Howell didn’t always conform – he was regularly up in front of the Sheffield United committee for undefined disciplinary matters and in 1901 appears to have been the ringleader in a player revolt on the pitch when playing in a minor game for Liverpool: he was suspended for a month.
The career
So what do we know about Rabbi Howell? The historical record is limited.
He was born on 26th October 1867 in Dore, now a posh suburb of Sheffield and his birth certificate suggests he was born in a tent as there were no houses at the address given.
He started playing local league football as an amateur, whilst earning a living as a miner, for Ecclesfield, a village to the north of Sheffield where his family lived.
He had a brief spell in another local league team: Rotherham Swifts before signing a professional contract with Sheffield United in their first season, 1889/90. He continued to play for United and was a mainstay of the team right through to a couple of weeks before they won the English First Division in 1898.
Why Rabbi left Sheffield Untied was a bit of a mystery – in effect he was sacked just days before they achieved the ultimate glory.
A few weeks before he had scored two own-goals in a possibly pivotal defeat to their nearest rivals, away at Sunderland; and so the rumour seems to have grown up that there was match-fixing.
The real reason appears to be that he left his wife and family of young children, including a newborn, for another woman who he took with him to Liverpool.
Adultery would have been a huge scandal in 1898, especially for a club like Sheffield United, built along strict Methodist Christian lines.
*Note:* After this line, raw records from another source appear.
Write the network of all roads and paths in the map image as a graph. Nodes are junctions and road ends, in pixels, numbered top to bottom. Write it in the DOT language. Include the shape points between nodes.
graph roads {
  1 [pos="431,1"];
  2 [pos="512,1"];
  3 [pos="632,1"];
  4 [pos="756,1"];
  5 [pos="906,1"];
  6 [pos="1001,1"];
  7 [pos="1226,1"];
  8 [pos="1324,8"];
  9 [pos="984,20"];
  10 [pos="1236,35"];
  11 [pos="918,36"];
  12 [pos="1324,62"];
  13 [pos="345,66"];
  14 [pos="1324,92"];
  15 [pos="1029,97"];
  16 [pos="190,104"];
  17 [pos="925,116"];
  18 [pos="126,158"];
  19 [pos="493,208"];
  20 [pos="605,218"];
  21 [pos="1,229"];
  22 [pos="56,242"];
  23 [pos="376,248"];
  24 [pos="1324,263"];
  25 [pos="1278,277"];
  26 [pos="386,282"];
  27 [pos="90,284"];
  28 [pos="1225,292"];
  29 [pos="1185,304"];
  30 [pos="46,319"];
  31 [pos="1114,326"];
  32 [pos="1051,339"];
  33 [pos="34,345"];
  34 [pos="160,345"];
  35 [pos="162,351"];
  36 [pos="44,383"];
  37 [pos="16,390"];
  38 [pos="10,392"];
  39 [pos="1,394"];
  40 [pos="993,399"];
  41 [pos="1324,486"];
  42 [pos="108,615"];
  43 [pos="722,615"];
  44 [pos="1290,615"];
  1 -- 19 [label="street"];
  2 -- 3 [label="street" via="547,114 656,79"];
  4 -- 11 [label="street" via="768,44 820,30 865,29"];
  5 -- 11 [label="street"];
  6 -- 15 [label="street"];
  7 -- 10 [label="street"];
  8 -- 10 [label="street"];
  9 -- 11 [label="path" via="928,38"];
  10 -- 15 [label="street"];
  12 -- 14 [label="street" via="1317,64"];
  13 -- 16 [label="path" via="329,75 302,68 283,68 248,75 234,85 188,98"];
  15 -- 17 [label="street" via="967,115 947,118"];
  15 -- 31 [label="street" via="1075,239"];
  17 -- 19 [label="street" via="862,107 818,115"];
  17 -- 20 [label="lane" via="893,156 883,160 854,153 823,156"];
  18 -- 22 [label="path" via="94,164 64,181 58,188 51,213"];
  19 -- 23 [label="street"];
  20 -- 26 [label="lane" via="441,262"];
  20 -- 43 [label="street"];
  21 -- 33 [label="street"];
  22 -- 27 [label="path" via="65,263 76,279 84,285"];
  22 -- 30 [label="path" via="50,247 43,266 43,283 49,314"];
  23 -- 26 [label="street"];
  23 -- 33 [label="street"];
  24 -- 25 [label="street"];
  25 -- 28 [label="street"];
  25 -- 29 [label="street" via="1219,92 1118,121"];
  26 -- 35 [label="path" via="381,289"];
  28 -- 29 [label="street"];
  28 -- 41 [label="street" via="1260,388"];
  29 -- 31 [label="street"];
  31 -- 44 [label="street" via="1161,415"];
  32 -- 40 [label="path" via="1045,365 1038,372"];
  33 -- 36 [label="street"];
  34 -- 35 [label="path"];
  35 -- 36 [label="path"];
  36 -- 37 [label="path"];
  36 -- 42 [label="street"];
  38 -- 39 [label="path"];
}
That it was hushed up was not surprising: other rumours filling the vacuum.
Howell's debut for Liverpool
He played his first match in a Liverpool shirt in a friendly against Grimsby, on the day that the United secured the championship. He played a key role in Liverpool’s half-back line in 1898/99, providing the steadying experience alongside the young Alex Raisbeck, a future Liverpool star.
That season he was also only the third Liverpool player to win an England cap when he played in the international against Scotland in April. He was a first team regular the following season, but played only a fringe role in Liverpool’s first Championship win in 1900/01. He was by this time 33 years old.
He was then transferred to Preston North End where he played for two and a bit seasons before breaking his leg in a tackle during a league game against Burnley. The crack as his tibia fractured was heard all around the ground.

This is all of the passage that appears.